L’opposant iranien Rouhollah Zam, un temps exilé en France, a été exécuté samedi matin en Iran, rapidement après la confirmation de sa condamnation à mort pour son rôle dans la vague de contestation de l’hiver 2017-2018. Le « contre-révolutionnaire » Zam a été pendu en raison de la « sévérité [de ses] crimes » contre la République islamique d’Iran, a annoncé la télévision D’Etat, quelques jours seulement après l’annonce de la confirmation de sa peine par la Cour suprême.
Le porte-parole de l’Autorité judiciaire, Gholamhossein Esmaïli, avait indiqué mardi, que cette institution avait statué « il y a plus d’un mois » sur le cas de Zam et confirmé « le verdict [rendu en juin par le] tribunal révolutionnaire » de Téhéran.

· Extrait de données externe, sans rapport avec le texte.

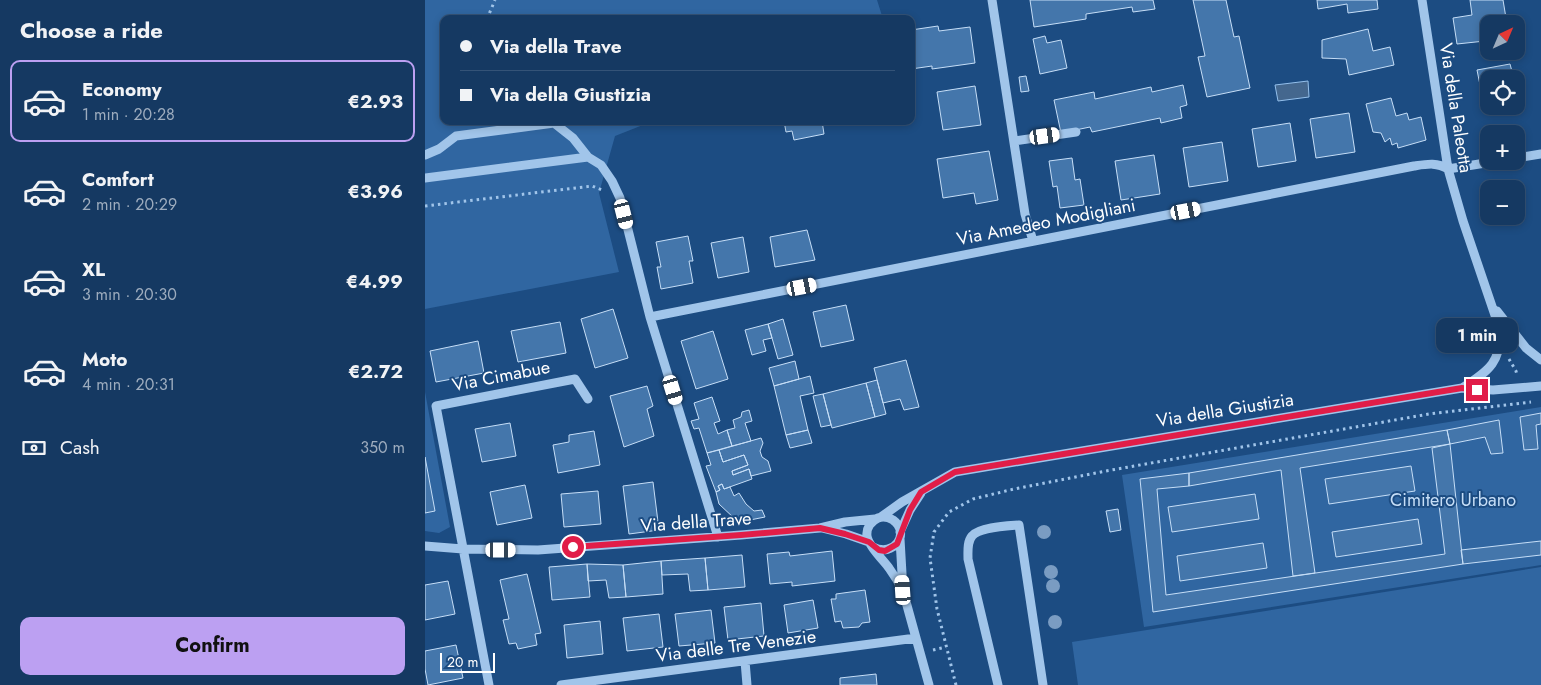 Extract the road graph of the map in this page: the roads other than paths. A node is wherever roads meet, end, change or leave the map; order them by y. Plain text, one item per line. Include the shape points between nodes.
1 (992, 0) edge
2 (1422, 0) edge
3 (539, 125) edge
4 (557, 125) edge
5 (1076, 132) dead end
6 (1014, 141) junction
7 (1541, 154) edge
8 (425, 155) edge
9 (588, 157) junction
10 (1525, 157) edge
11 (1480, 164) edge
12 (1448, 169) junction
13 (425, 178) edge
14 (1033, 241) junction
15 (1492, 305) junction
16 (650, 317) junction
17 (1541, 360) edge
18 (1541, 386) edge
19 (1462, 388) junction
20 (588, 399) dead end
21 (921, 492) junction
22 (878, 518) junction
23 (820, 528) junction
24 (900, 535) junction
25 (718, 537) junction
26 (871, 545) junction
27 (425, 546) edge
28 (463, 549) junction
29 (903, 590) junction
30 (916, 638) junction
31 (745, 661) junction
32 (489, 685) edge
33 (561, 685) edge
34 (747, 685) edge
35 (929, 685) edge
36 (997, 685) edge
37 (1043, 685) edge

1 - 6 street
2 - 12 street, Via della Paleotta
3 - 8 street via 456,136
4 - 9 street via 573,138
5 - 6 street
6 - 14 street via 1025,214
7 - 10 street
9 - 13 street
9 - 16 street via 601,165 620,198
11 - 12 street, Via Amedeo Modigliani
12 - 14 street, Via Amedeo Modigliani via 1440,164 1414,166
12 - 15 street, Via della Paleotta
14 - 16 street, Via Amedeo Modigliani
15 - 17 street, Via della Paleotta via 1526,348
15 - 19 street, Via della Paleotta via 1499,327 1499,354 1482,376
16 - 25 street
18 - 19 street, Via della Giustizia via 1493,390
19 - 21 street, Via della Giustizia via 955,472
20 - 28 street, Via Cimabue via 575,379 436,406
21 - 22 street, Via della Giustizia
21 - 24 street, Via della Giustizia
22 - 23 street, Via della Trave
22 - 24 street via 894,521
22 - 26 street via 867,529
23 - 25 street, Via della Trave
23 - 26 street, Via della Trave
24 - 26 street via 892,549 879,550
24 - 29 street, Via della Giustizia
25 - 28 street, Via della Trave via 538,550
26 - 29 street, Via della Giustizia
27 - 28 street, Via della Trave
28 - 32 street
29 - 30 street, Via della Giustizia
30 - 31 street, Via delle Tre Venezie
30 - 35 street, Via della Giustizia
31 - 33 street, Via delle Tre Venezie
31 - 34 street
36 - 37 street via 968,559 968,546 973,535 982,530 1019,525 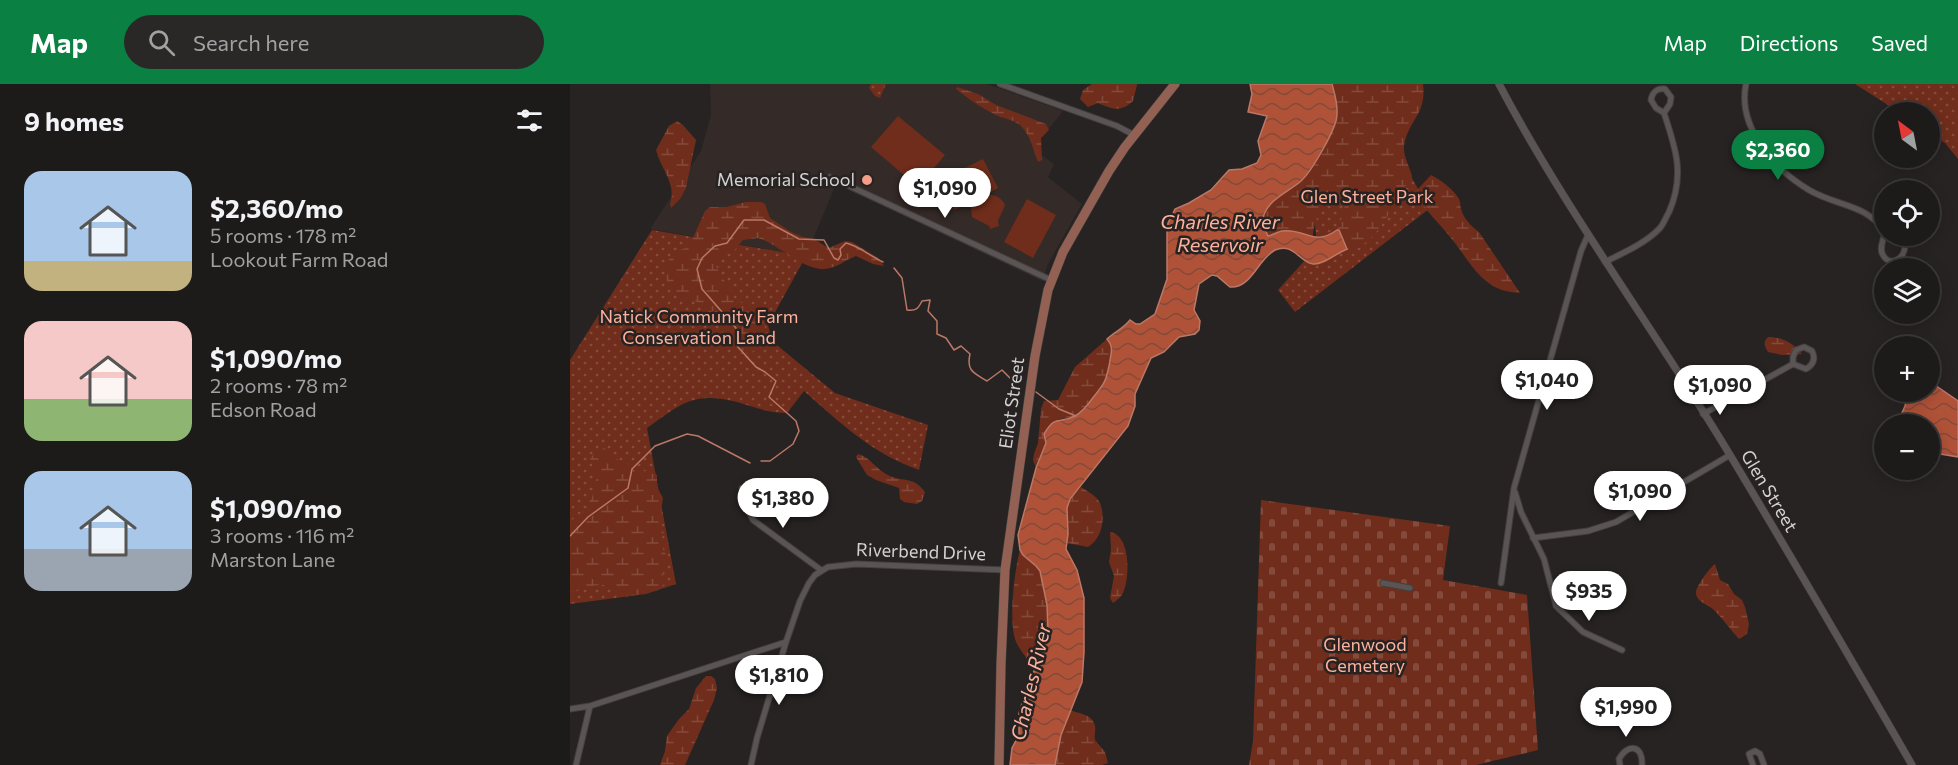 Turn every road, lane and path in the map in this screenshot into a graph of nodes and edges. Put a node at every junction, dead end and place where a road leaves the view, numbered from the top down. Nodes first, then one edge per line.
1 (1000, 84) edge
2 (1175, 84) edge
3 (1499, 84) edge
4 (1746, 84) edge
5 (1664, 113) junction
6 (1134, 135) junction
7 (830, 177) dead end
8 (1874, 220) edge
9 (1588, 235) junction
10 (1882, 246) edge
11 (1905, 246) edge
12 (1605, 262) junction
13 (1051, 280) junction
14 (1793, 364) junction
15 (1703, 414) junction
16 (1730, 455) junction
17 (742, 488) dead end
18 (1514, 488) junction
19 (1533, 538) junction
20 (821, 570) junction
21 (1005, 570) junction
22 (1383, 583) dead end
23 (1501, 583) dead end
24 (1410, 588) dead end
25 (786, 642) junction
26 (1622, 650) dead end
27 (590, 706) junction
28 (570, 710) edge
29 (576, 765) edge
30 (751, 765) edge
31 (999, 765) edge
32 (1620, 765) edge
33 (1642, 765) edge
34 (1753, 765) edge
35 (1764, 765) edge
36 (1912, 765) edge

1 - 6 street
2 - 6 main road, Eliot Street
3 - 9 street, Glen Street
4 - 8 street
5 - 5 street
5 - 12 street
6 - 13 main road, Eliot Street
7 - 13 street
9 - 12 street, Glen Street
9 - 18 street
10 - 11 street
12 - 15 street, Glen Street
13 - 21 main road, Eliot Street
14 - 14 street
14 - 15 street
15 - 16 street, Glen Street
16 - 19 street
16 - 36 street, Glen Street
17 - 20 street
18 - 19 street
18 - 23 street
19 - 26 street
20 - 21 street, Riverbend Drive
20 - 25 street
21 - 31 main road, Eliot Street
22 - 24 street
25 - 27 street
25 - 30 street
27 - 28 street
27 - 29 street
32 - 33 street
34 - 35 street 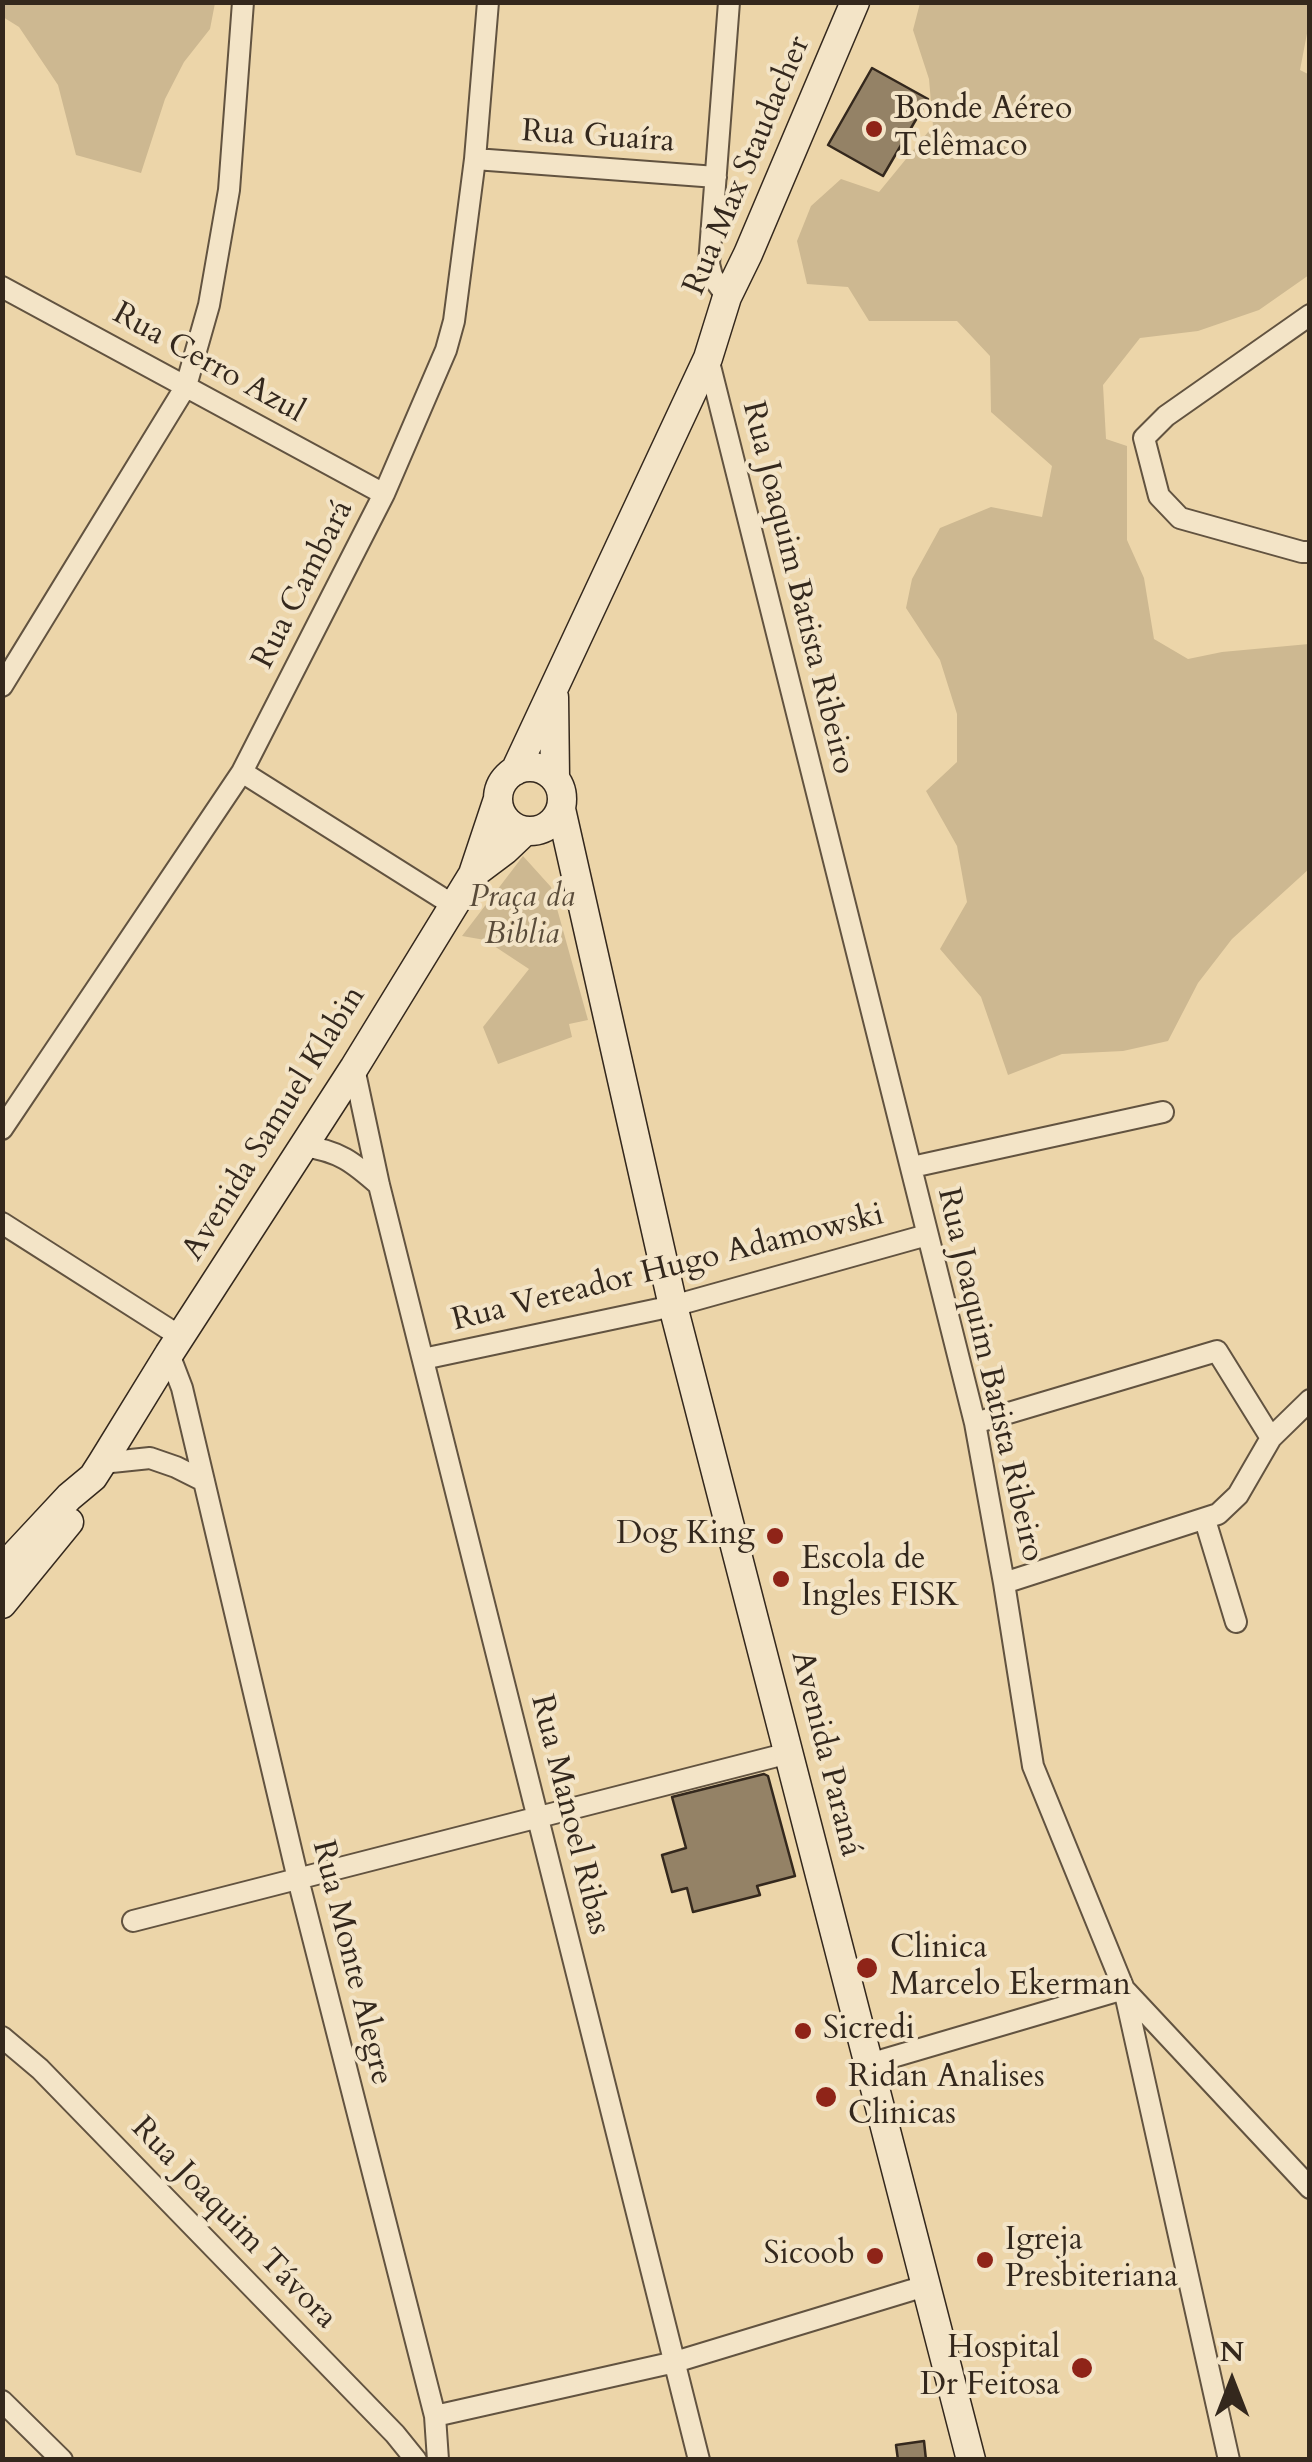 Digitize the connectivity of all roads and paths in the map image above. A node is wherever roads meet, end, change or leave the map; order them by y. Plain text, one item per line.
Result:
1 (243, 2) edge
2 (488, 2) edge
3 (729, 2) edge
4 (855, 2) edge
5 (475, 159) junction
6 (716, 177) junction
7 (2, 287) edge
8 (726, 297) junction
9 (1310, 316) edge
10 (708, 358) junction
11 (186, 386) junction
12 (384, 494) junction
13 (1310, 552) edge
14 (554, 685) junction
15 (2, 686) edge
16 (515, 771) junction
17 (242, 772) junction
18 (554, 778) junction
19 (498, 799) junction
20 (561, 809) junction
21 (531, 831) junction
22 (473, 874) junction
23 (578, 888) junction
24 (452, 905) junction
25 (354, 1068) junction
26 (1162, 1112) dead end
27 (2, 1129) edge
28 (304, 1146) junction
29 (912, 1166) junction
30 (379, 1185) junction
31 (2, 1222) edge
32 (928, 1235) junction
33 (673, 1306) junction
34 (175, 1345) junction
35 (424, 1360) junction
36 (1310, 1400) edge
37 (975, 1423) junction
38 (1271, 1438) junction
39 (98, 1470) junction
40 (204, 1481) junction
41 (1205, 1520) junction
42 (2, 1569) edge
43 (1004, 1583) junction
44 (2, 1604) edge
45 (1236, 1622) dead end
46 (789, 1753) junction
47 (538, 1817) junction
48 (298, 1879) junction
49 (132, 1921) dead end
50 (1124, 1989) junction
51 (2, 2037) edge
52 (869, 2064) junction
53 (1310, 2188) edge
54 (924, 2286) junction
55 (675, 2362) junction
56 (2, 2401) edge
57 (435, 2416) junction
58 (965, 2450) edge
59 (62, 2460) edge
60 (416, 2460) edge
61 (438, 2460) edge
62 (699, 2460) edge
63 (1230, 2460) edge

1 - 11 street
2 - 5 street, Rua Cambará
3 - 6 street
4 - 8 main road, Rua Max Staudacher
5 - 6 street, Rua Guaíra
5 - 12 street, Rua Cambará
6 - 8 street
7 - 11 street, Rua Cerro Azul
8 - 10 main road, Rua Max Staudacher
9 - 13 street
10 - 14 main road
10 - 29 street, Rua Joaquim Batista Ribeiro
11 - 12 street, Rua Cerro Azul
11 - 15 street
12 - 17 street, Rua Cambará
14 - 16 main road
14 - 18 main road
16 - 18 main road
16 - 19 main road
17 - 24 street
17 - 27 street, Rua Cambará
18 - 20 main road
19 - 21 main road
19 - 22 main road, Avenida Samuel Klabin
20 - 21 main road
20 - 23 main road, Avenida Paraná
21 - 22 main road
21 - 23 main road, Avenida Paraná
22 - 24 main road, Avenida Samuel Klabin
23 - 33 main road, Avenida Paraná
24 - 25 main road, Avenida Samuel Klabin
25 - 28 main road, Avenida Samuel Klabin
25 - 30 street, Rua Manoel Ribas
26 - 29 street
28 - 30 street
28 - 34 main road, Avenida Samuel Klabin
29 - 32 street, Rua Joaquim Batista Ribeiro
30 - 35 street, Rua Manoel Ribas
31 - 34 street
32 - 33 street, Rua Vereador Hugo Adamowski
32 - 37 street, Rua Joaquim Batista Ribeiro
33 - 35 street, Rua Vereador Hugo Adamowski
33 - 46 main road, Avenida Paraná
34 - 39 main road, Avenida Samuel Klabin
34 - 40 street, Rua Monte Alegre
35 - 47 street, Rua Manoel Ribas
36 - 38 street
37 - 38 street
37 - 43 street, Rua Joaquim Batista Ribeiro
38 - 41 street
39 - 40 street
39 - 42 main road, Avenida Samuel Klabin
39 - 44 main road, Avenida Samuel Klabin
40 - 48 street, Rua Monte Alegre
41 - 43 street
41 - 45 street
43 - 50 street, Rua Joaquim Batista Ribeiro
46 - 47 street
46 - 52 main road, Avenida Paraná
47 - 48 street
47 - 55 street, Rua Manoel Ribas
48 - 49 street
48 - 57 street, Rua Monte Alegre
50 - 52 street
50 - 53 street
50 - 63 street, Rua Joaquim Batista Ribeiro
51 - 60 street, Rua Joaquim Távora
52 - 54 main road, Avenida Paraná
54 - 55 street
54 - 58 main road, Avenida Paraná
55 - 57 street
55 - 62 street, Rua Manoel Ribas
56 - 59 street
57 - 61 street, Rua Monte Alegre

Qualifiant Zam de « journaliste et dissident », l’organisation de défense des droits humains Amnesty International, avait rapidement réagi à cette annonce, jugeant que cette confirmation marquait « une escalade choquante dans le recours de l’Iran à la peine de mort comme arme de répression ». L’ONG demandait aussi à l’Union européenne d’intervenir rapidement auprès du guide suprême iranien, l’ayatollah Ali Khamenei, « pour qu’il annule ce verdict cruel ».
Zam avait vécu en exil plusieurs années en France avant d’être arrêté par les gardiens de la révolution, l’armée idéologique de la République islamique, dans des circonstances obscures. Son arrestation avait été annoncée en octobre 2019, mais l’Iran n’a pas précisé le lieu ni la date des faits, accusant l’opposant quadragénaire d’être « dirigé par le renseignement français et soutenu » par les services secrets des Etats-Unis et d’Israël.